Got confusion about the nature of natural food?
October 1, 2006
This block print from Masanobu Fukuoka’s ‘One Straw Revolution’ is used entirely without permission.
This is what I’m re-reading right now and I’d like to share it. Here is a short quote from Masanobu Fukuoka’s One Straw Revolution. It should definitely be on the reading list for anyone interested in growing part or all of their own food, now or in the future:
“When you think about it, everybody is familiar with the words “natural food.” but it is not clearly understood what natural food actually is. There many who feel that eating food which contains no artificial chemicals or additives is a nautral diet, and there are others who think vaguely that a natural diet is eating foods just as they are found in nature.
If you ask whether use of fire and salt in cooking is natural or unnatural, one could answer either way.
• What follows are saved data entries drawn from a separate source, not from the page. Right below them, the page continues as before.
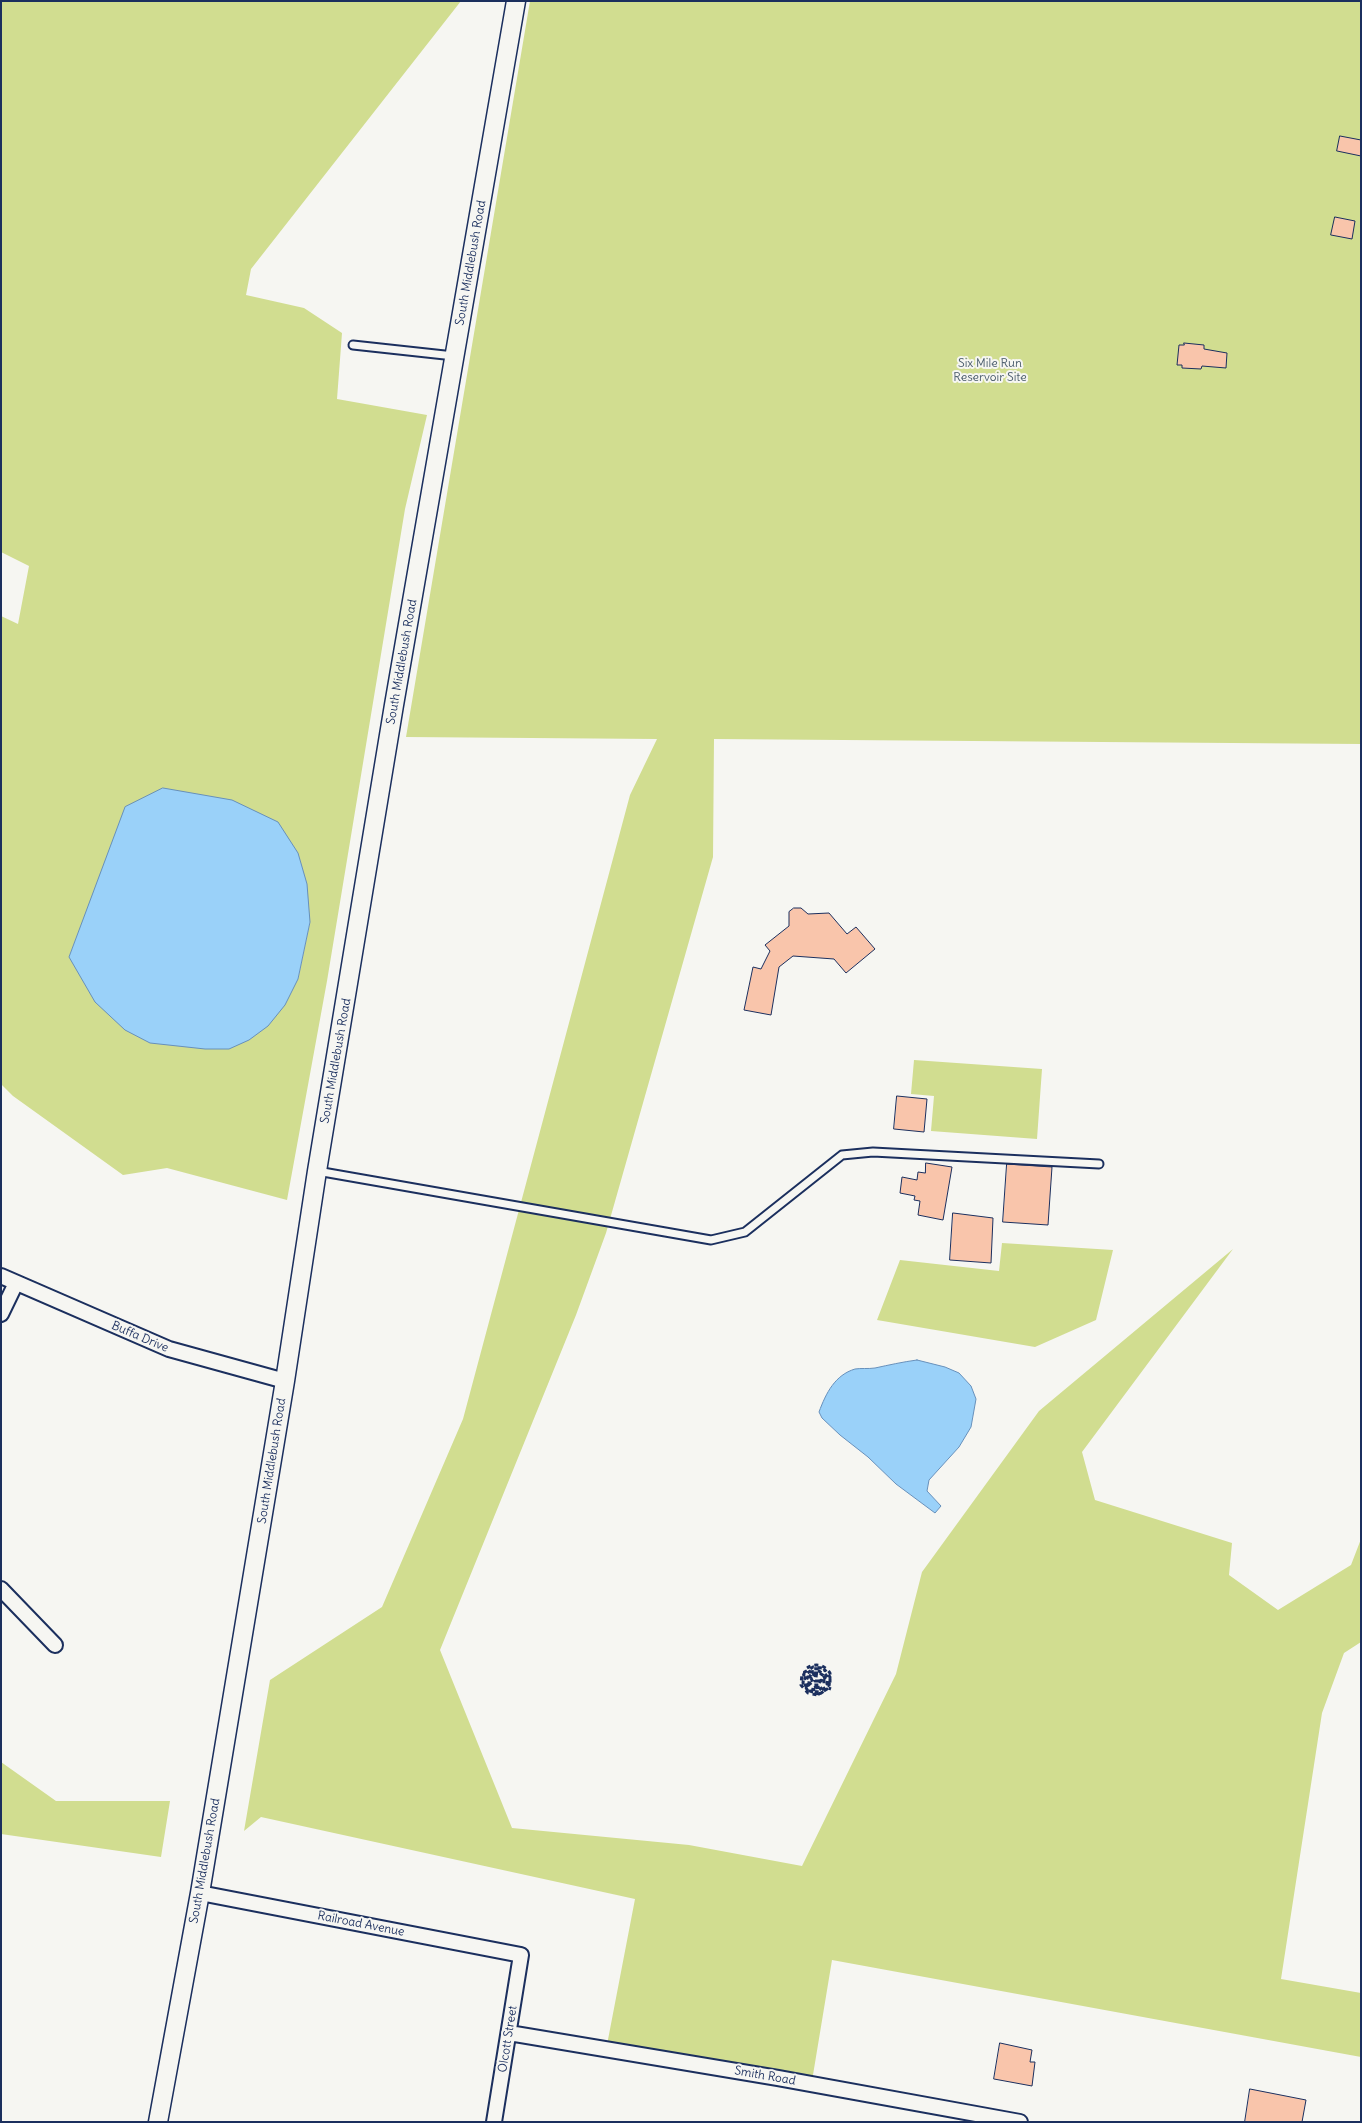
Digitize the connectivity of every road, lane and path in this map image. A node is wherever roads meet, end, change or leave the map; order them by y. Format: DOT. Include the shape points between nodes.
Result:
graph roads {
  1 [pos="516,1"];
  2 [pos="353,345"];
  3 [pos="454,356"];
  4 [pos="1099,1164"];
  5 [pos="317,1171"];
  6 [pos="1,1276"];
  7 [pos="16,1284"];
  8 [pos="1,1314"];
  9 [pos="285,1381"];
  10 [pos="1,1589"];
  11 [pos="55,1644"];
  12 [pos="818,1681"];
  13 [pos="831,1689"];
  14 [pos="200,1893"];
  15 [pos="521,1956"];
  16 [pos="508,2033"];
  17 [pos="158,2122"];
  18 [pos="494,2122"];
  19 [pos="1020,2122"];
  1 -- 3 [label="street, South Middlebush Road"];
  2 -- 3 [label="lane"];
  3 -- 5 [label="street, South Middlebush Road"];
  4 -- 5 [label="lane" via="873,1152 842,1155 745,1232 711,1240"];
  5 -- 9 [label="street, South Middlebush Road"];
  6 -- 7 [label="street, Buffa Drive"];
  7 -- 8 [label="street"];
  7 -- 9 [label="street, Buffa Drive" via="168,1349"];
  9 -- 14 [label="street, South Middlebush Road"];
  10 -- 11 [label="street"];
  12 -- 13 [label="path" via="824,1683 822,1674 822,1681 818,1676 812,1676 819,1672 809,1675 810,1686 811,1678 814,1685 820,1684 813,1688 823,1687 814,1690 807,1685 806,1680 810,1672 819,1671 823,1674 827,1684 825,1670 830,1677 828,1686 830,1686 830,1673 823,1666 813,1665 804,1670 805,1672 813,1667 822,1668 813,1668 806,1674 804,1682 808,1691 803,1683 802,1674 801,1685 808,1694 818,1696 828,1689 819,1694 810,1691 818,1692 826,1687"];
  14 -- 15 [label="street, Railroad Avenue"];
  14 -- 17 [label="street, South Middlebush Road"];
  15 -- 16 [label="street, Olcott Street"];
  16 -- 18 [label="street, Olcott Street"];
  16 -- 19 [label="street, Smith Road"];
}
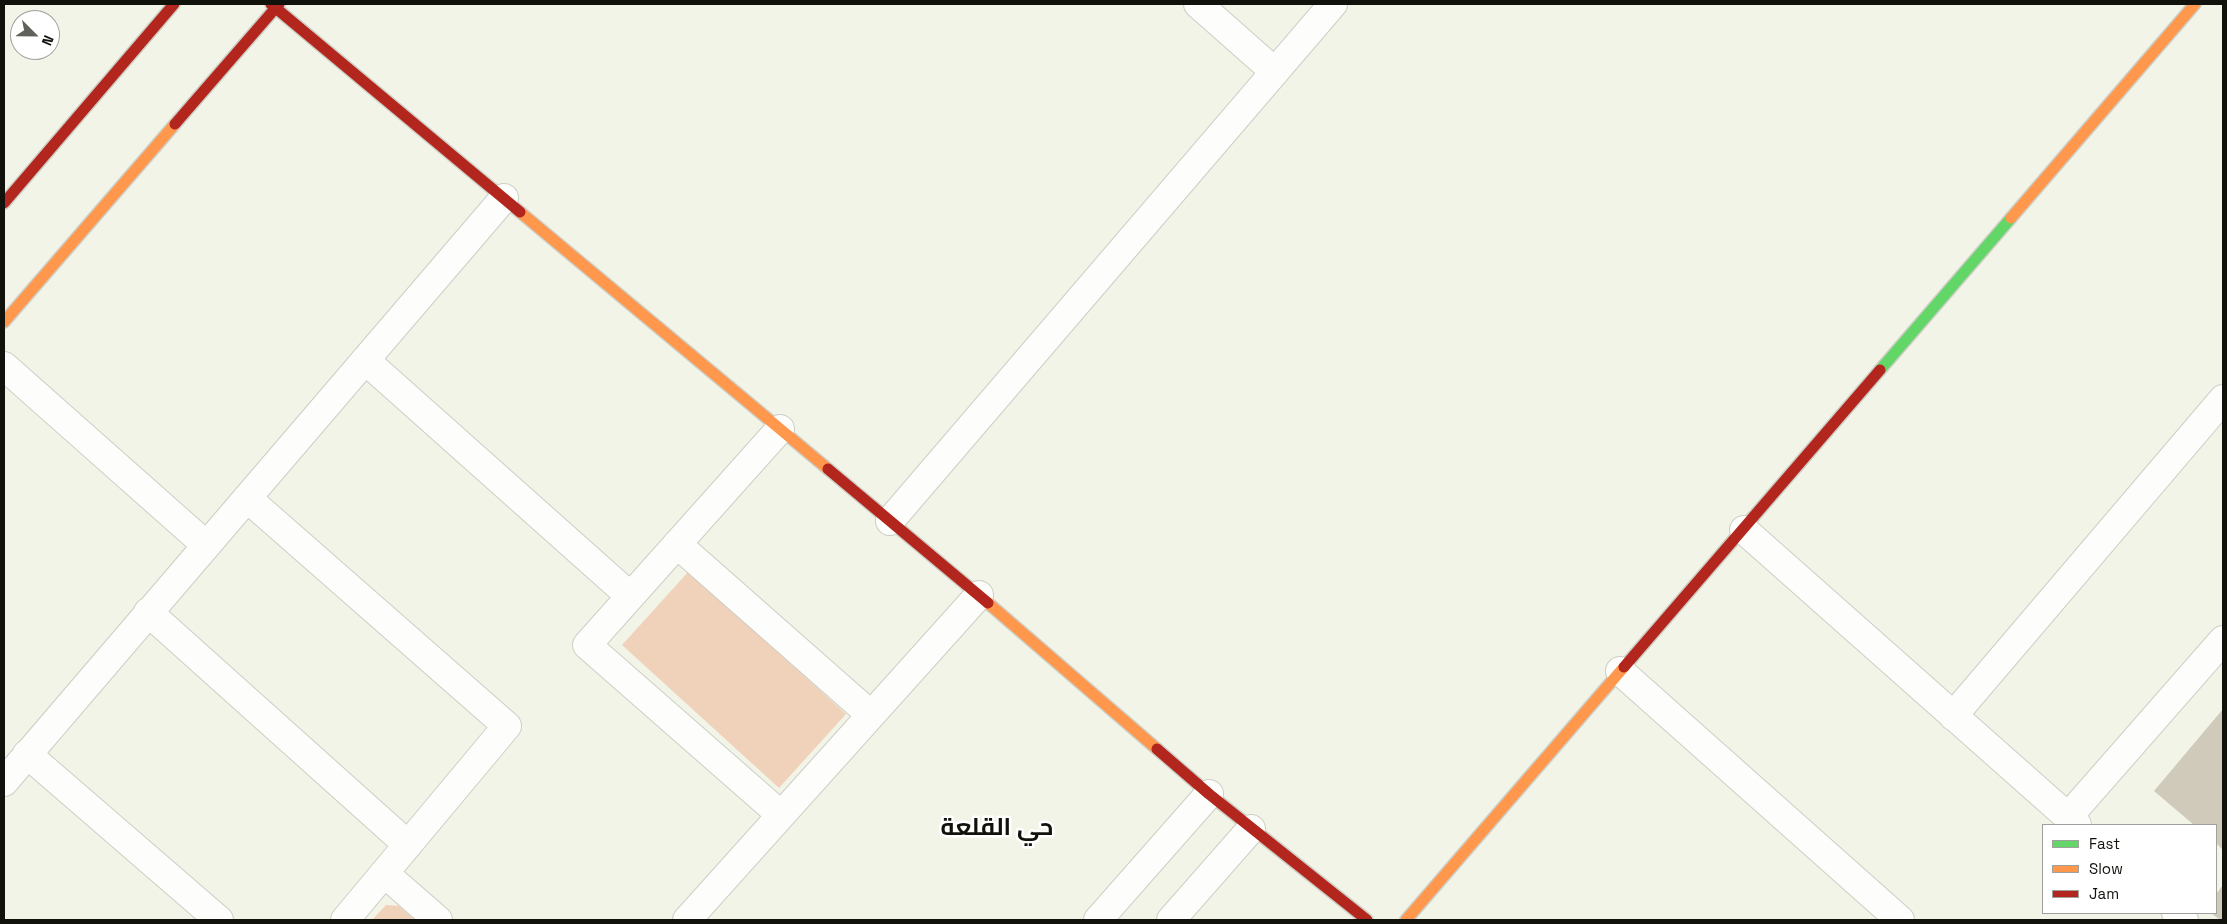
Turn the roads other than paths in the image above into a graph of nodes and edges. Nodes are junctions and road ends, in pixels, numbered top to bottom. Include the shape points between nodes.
1 (174, 4) edge
2 (1198, 4) edge
3 (1333, 4) edge
4 (2195, 4) edge
5 (275, 5) edge
6 (1274, 72) junction
7 (504, 198) junction
8 (4, 203) edge
9 (4, 322) edge
10 (365, 360) junction
11 (4, 366) edge
12 (2223, 399) edge
13 (780, 429) junction
14 (247, 498) junction
15 (890, 521) junction
16 (1744, 530) junction
17 (678, 544) junction
18 (206, 545) junction
19 (979, 595) junction
20 (630, 596) junction
21 (148, 612) junction
22 (2223, 640) edge
23 (1620, 671) junction
24 (871, 715) junction
25 (1953, 716) junction
26 (28, 754) junction
27 (4, 782) edge
28 (1209, 794) junction
29 (781, 815) junction
30 (2073, 821) edge
31 (1251, 829) junction
32 (408, 845) junction
33 (384, 873) junction
34 (220, 920) edge
35 (345, 920) edge
36 (438, 920) edge
37 (687, 920) edge
38 (1098, 920) edge
39 (1171, 920) edge
40 (1367, 920) edge
41 (1406, 920) edge
42 (1900, 920) edge

1 - 8 street
2 - 6 street
3 - 6 street
4 - 16 street
5 - 7 street
5 - 9 street
6 - 15 street
7 - 10 street
7 - 13 street
10 - 14 street
10 - 20 street
11 - 18 street
12 - 25 street
13 - 15 street
13 - 17 street
14 - 18 street
14 - 32 street via 507,726
15 - 19 street
16 - 23 street
16 - 25 street
17 - 20 street
17 - 24 street
18 - 21 street
19 - 24 street
19 - 28 street
20 - 29 street via 587,645
21 - 26 street
21 - 32 street
22 - 30 street
23 - 41 street
23 - 42 street
24 - 29 street
25 - 30 street
26 - 27 street
26 - 34 street
28 - 31 street
28 - 38 street
29 - 37 street
31 - 39 street
31 - 40 street
32 - 33 street
33 - 35 street
33 - 36 street

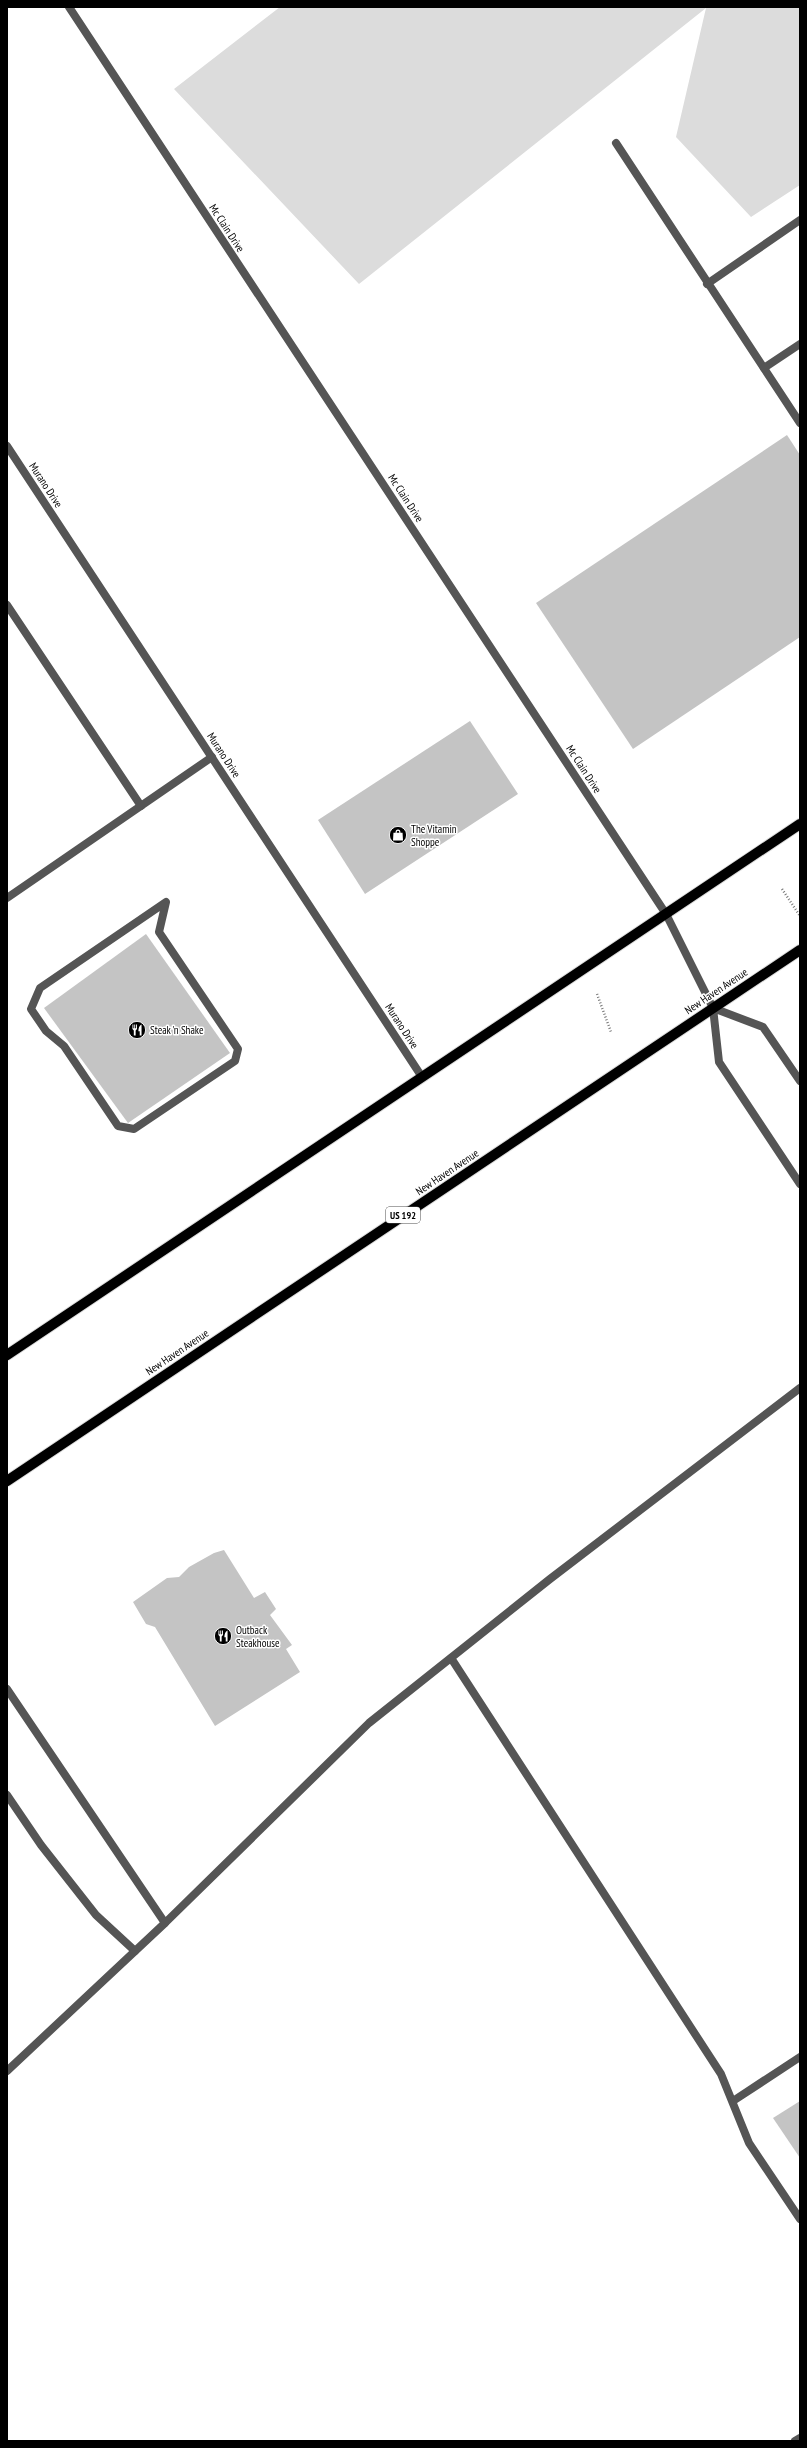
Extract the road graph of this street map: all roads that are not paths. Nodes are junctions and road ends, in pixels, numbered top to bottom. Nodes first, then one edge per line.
1 (68, 7) edge
2 (616, 143) dead end
3 (800, 220) edge
4 (706, 284) junction
5 (800, 344) edge
6 (764, 368) junction
7 (800, 423) edge
8 (7, 446) edge
9 (7, 605) edge
10 (212, 757) junction
11 (141, 806) junction
12 (800, 824) edge
13 (7, 898) edge
14 (166, 902) joint
15 (666, 914) junction
16 (800, 950) edge
17 (713, 1008) junction
18 (422, 1076) junction
19 (800, 1081) edge
20 (800, 1184) edge
21 (7, 1355) edge
22 (800, 1388) edge
23 (7, 1481) edge
24 (451, 1658) junction
25 (7, 1689) edge
26 (7, 1795) edge
27 (165, 1923) junction
28 (135, 1951) junction
29 (800, 2057) edge
30 (7, 2071) edge
31 (733, 2101) junction
32 (800, 2219) edge
33 (800, 2438) edge
34 (795, 2441) edge

1 - 15 street, Mc Clain Drive
2 - 4 street
3 - 4 street
4 - 6 street
5 - 6 street
6 - 7 street
8 - 10 street, Murano Drive
9 - 11 street
10 - 11 street
10 - 18 street, Murano Drive
11 - 13 street
12 - 15 main road
14 - 14 street
15 - 17 street, Mc Clain Drive
15 - 18 main road
16 - 17 main road, New Haven Avenue / US 192
17 - 19 street
17 - 20 street
17 - 23 main road, New Haven Avenue / US 192
18 - 21 main road
22 - 24 street
24 - 27 street
24 - 31 street
25 - 27 street
26 - 28 street
27 - 28 street
28 - 30 street
29 - 31 street
31 - 32 street
33 - 34 street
If the diet of the people of primitive times, eating only plants and animals living in their wild state, is “natural,” then a diet which uses salt and fire cannot be called natural. But if it is argued that the knowldege aquired in ancient times of using fire and salt was humanity’s natural destiny, then food prepared accordingly is perfectly natural.
Is food to which human techniques of preparation have been applied good, or should wild foods just as they are in nature be considered good? Can cultivated crops be said to be natural? Where do you draw the line between natural and unnatural?”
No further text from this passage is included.